What you should do. From the data below, retype exactly the lines starting with the one that contains "thumb tip: (974, 709)" and ending with the one that contains "pinky mcp: (770, 776)", both included.

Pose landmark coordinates

:::::

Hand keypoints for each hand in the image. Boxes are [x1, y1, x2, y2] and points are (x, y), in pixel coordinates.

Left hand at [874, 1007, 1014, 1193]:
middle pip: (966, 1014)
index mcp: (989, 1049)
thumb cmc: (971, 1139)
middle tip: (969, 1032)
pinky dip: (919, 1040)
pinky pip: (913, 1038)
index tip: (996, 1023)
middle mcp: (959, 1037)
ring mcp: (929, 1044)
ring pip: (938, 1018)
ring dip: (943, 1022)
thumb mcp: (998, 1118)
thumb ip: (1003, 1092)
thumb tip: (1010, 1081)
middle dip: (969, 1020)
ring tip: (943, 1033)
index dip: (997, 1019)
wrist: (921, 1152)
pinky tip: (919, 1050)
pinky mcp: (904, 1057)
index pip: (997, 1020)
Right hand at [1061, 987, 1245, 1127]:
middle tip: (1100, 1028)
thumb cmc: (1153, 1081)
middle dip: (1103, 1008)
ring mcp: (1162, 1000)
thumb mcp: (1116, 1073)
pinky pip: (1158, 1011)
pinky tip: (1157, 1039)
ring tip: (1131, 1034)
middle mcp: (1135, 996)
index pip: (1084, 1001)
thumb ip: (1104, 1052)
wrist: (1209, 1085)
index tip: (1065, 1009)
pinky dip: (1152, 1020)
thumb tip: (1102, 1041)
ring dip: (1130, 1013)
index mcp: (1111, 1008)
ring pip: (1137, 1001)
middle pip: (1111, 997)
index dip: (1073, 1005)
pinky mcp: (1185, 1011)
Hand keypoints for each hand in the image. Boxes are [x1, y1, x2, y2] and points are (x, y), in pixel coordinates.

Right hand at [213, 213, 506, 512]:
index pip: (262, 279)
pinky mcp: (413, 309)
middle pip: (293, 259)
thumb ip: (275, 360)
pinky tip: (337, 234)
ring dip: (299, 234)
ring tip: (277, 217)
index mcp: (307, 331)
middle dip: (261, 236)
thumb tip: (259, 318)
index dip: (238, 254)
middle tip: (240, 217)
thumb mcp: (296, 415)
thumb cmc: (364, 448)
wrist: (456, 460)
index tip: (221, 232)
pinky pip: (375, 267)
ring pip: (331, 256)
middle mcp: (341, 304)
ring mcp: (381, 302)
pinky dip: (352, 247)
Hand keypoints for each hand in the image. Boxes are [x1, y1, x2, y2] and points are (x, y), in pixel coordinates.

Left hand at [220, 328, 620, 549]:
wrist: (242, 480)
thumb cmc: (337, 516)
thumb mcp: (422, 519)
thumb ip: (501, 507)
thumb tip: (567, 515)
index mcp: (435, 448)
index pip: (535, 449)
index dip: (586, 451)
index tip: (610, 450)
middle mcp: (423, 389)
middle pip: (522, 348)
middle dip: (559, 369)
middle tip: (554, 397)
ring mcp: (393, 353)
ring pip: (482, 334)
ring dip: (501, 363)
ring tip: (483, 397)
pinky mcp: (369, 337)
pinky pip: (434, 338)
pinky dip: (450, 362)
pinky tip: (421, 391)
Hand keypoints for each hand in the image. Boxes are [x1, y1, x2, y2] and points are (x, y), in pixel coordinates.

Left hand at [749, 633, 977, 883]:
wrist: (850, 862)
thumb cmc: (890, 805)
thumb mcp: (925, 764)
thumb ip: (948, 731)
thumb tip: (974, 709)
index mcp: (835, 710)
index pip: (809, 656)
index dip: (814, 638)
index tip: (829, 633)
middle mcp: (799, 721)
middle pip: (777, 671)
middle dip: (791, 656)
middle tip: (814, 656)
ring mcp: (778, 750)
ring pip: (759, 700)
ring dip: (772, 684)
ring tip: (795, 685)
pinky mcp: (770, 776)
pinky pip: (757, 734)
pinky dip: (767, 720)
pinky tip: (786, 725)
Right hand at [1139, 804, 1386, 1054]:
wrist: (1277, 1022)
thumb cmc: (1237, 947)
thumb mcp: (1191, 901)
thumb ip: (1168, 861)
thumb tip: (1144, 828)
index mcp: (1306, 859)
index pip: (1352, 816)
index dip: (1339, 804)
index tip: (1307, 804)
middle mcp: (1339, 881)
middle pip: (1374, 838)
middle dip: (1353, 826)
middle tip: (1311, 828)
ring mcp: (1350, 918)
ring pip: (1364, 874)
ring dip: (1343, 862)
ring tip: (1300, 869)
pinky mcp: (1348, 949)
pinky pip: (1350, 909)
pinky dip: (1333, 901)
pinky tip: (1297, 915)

:::::

Response below.
thumb tip: (974, 709)
index mcp: (835, 710)
index pip: (809, 656)
index dip: (814, 638)
index tip: (829, 633)
middle mcp: (799, 721)
middle pip: (777, 671)
middle dip: (791, 656)
middle tip: (814, 656)
ring mcp: (778, 750)
ring pip: (759, 700)
ring dip: (772, 684)
ring tip: (795, 685)
pinky mcp: (770, 776)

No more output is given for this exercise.